◆ What you will do
How many lines in the data below include the word "space"? Respond with the number, nothing more.

◆ Records for processing
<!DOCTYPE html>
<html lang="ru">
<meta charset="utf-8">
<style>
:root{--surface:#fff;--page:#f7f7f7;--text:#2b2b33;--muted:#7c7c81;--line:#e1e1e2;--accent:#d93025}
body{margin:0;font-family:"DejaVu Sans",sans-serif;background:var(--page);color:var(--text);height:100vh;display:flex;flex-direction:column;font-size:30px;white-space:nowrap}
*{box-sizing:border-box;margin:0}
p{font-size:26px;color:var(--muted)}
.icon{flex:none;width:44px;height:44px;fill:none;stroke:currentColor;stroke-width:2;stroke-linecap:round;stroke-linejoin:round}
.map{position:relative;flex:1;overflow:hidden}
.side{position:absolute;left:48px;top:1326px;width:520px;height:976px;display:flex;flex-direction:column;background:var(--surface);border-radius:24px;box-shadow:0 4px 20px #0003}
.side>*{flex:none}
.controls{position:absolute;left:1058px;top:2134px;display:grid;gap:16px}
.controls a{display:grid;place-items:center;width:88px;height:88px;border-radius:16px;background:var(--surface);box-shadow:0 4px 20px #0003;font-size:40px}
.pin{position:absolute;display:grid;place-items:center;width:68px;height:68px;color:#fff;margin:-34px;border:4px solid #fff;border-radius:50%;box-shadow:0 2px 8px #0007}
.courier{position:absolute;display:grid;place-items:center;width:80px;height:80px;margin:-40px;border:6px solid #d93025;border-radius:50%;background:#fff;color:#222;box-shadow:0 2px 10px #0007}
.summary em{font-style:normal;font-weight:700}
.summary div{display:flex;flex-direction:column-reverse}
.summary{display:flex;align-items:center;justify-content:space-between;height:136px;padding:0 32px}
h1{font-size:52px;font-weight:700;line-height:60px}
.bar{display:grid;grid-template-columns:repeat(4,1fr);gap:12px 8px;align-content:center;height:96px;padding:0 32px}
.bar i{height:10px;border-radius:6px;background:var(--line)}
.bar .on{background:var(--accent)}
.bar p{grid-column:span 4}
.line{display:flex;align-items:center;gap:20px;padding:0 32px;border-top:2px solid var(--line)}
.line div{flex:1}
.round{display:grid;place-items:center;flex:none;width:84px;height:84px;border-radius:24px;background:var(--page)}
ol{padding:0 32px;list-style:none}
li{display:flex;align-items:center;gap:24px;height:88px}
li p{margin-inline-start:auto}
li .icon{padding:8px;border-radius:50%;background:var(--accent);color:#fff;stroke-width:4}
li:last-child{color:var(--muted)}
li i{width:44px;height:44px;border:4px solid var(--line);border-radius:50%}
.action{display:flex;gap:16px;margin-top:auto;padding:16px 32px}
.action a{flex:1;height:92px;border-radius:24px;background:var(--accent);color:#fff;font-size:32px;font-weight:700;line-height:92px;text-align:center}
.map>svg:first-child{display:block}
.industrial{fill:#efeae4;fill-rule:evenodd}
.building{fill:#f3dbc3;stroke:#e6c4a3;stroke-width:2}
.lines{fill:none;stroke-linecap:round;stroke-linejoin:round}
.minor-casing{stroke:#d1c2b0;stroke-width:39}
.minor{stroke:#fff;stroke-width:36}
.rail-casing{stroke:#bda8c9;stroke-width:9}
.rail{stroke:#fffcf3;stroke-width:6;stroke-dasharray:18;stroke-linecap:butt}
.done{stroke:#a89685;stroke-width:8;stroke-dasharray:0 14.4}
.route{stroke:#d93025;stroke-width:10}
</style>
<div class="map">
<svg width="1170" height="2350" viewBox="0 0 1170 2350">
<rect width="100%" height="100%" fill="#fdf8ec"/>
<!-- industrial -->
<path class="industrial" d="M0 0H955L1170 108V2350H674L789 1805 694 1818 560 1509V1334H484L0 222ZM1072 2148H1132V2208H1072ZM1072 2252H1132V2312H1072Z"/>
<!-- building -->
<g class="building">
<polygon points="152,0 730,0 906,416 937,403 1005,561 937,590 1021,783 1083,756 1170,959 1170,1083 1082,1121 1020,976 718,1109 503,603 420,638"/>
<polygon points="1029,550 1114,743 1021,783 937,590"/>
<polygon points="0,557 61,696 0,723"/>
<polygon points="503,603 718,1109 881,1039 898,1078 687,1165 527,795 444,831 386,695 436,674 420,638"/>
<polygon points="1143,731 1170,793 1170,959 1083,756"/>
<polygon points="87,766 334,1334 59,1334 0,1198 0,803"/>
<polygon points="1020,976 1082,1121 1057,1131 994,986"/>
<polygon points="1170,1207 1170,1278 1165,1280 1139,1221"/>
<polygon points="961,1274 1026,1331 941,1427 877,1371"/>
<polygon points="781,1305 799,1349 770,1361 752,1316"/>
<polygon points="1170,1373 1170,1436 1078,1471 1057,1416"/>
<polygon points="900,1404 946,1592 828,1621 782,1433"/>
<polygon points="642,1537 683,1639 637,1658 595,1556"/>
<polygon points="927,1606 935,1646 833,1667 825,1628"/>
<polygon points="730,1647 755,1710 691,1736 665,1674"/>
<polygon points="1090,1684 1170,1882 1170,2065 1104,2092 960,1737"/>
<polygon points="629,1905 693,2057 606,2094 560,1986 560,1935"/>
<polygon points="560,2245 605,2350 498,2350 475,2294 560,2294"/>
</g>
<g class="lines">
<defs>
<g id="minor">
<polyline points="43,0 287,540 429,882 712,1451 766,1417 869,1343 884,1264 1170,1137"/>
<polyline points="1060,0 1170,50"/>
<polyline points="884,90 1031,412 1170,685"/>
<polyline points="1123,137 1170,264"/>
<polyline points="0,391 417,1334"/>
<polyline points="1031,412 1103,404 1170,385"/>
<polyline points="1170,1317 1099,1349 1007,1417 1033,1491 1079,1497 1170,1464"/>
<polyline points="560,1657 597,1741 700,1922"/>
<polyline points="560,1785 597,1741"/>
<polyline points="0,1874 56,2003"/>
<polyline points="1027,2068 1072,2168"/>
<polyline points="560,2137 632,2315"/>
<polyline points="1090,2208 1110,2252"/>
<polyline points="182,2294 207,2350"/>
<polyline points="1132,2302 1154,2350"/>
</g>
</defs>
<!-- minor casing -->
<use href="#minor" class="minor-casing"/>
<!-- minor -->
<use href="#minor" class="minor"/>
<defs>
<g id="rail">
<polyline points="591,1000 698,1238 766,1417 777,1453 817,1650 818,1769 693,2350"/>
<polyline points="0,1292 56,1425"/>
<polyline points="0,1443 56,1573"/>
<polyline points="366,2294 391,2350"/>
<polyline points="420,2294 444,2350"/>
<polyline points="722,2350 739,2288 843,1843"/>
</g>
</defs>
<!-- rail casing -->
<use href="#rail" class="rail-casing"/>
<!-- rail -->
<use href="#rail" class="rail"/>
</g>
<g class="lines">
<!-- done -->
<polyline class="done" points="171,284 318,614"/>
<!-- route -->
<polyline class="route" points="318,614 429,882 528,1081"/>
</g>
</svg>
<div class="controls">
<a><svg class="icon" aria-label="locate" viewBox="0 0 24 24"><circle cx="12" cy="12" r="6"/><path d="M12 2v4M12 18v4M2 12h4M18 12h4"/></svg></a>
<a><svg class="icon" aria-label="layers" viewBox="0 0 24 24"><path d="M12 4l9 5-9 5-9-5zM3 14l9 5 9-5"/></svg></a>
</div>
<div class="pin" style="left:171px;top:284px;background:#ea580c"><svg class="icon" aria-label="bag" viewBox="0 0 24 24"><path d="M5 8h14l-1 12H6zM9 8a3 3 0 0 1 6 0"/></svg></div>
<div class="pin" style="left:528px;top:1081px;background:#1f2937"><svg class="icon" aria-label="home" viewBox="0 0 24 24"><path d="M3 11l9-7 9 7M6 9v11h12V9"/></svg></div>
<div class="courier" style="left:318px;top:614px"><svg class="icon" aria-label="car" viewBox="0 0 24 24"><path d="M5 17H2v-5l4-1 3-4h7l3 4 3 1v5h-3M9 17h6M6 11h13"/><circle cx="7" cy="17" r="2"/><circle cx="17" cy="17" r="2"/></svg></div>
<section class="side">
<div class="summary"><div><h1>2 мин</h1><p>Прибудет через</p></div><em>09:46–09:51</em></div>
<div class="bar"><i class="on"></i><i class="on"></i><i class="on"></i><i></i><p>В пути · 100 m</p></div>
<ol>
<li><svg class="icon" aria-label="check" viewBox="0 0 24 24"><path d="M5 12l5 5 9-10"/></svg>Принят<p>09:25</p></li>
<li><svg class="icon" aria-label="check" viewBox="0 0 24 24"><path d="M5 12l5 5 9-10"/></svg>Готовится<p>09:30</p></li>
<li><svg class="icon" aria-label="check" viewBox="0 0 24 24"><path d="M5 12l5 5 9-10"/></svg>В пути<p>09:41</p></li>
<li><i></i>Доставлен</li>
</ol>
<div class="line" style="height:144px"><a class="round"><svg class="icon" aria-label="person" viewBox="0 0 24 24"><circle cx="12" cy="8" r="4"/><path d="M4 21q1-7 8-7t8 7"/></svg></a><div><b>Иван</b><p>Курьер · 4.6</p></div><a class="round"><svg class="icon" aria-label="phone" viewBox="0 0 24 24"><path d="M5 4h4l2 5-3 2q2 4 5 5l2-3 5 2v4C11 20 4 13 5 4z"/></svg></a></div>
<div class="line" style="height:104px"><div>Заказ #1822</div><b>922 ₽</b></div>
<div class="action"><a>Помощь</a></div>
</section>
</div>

◆ Response to this task
2